Landmark coordinate records
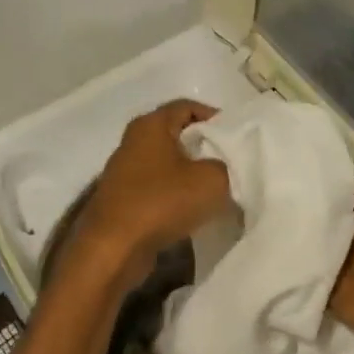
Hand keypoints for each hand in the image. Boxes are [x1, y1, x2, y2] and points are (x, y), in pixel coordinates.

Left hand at [70, 99, 230, 286]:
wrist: (115, 248)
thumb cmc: (163, 202)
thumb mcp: (213, 179)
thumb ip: (228, 165)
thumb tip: (228, 167)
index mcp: (151, 125)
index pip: (188, 106)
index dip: (216, 118)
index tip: (238, 138)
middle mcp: (134, 141)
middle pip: (178, 135)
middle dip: (206, 147)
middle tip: (233, 164)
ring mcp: (125, 172)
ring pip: (168, 164)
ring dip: (192, 174)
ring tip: (219, 189)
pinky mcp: (124, 199)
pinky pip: (159, 188)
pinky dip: (177, 194)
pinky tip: (196, 211)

- What you should do: From the records above, pull out every line containing the word "hand".

- Answer to this exercise:
Hand keypoints for each hand in the image. Boxes are [x1, y1, x2, y2] and points are (x, y), in pixel coordinates.
Left hand at [70, 99, 230, 286]:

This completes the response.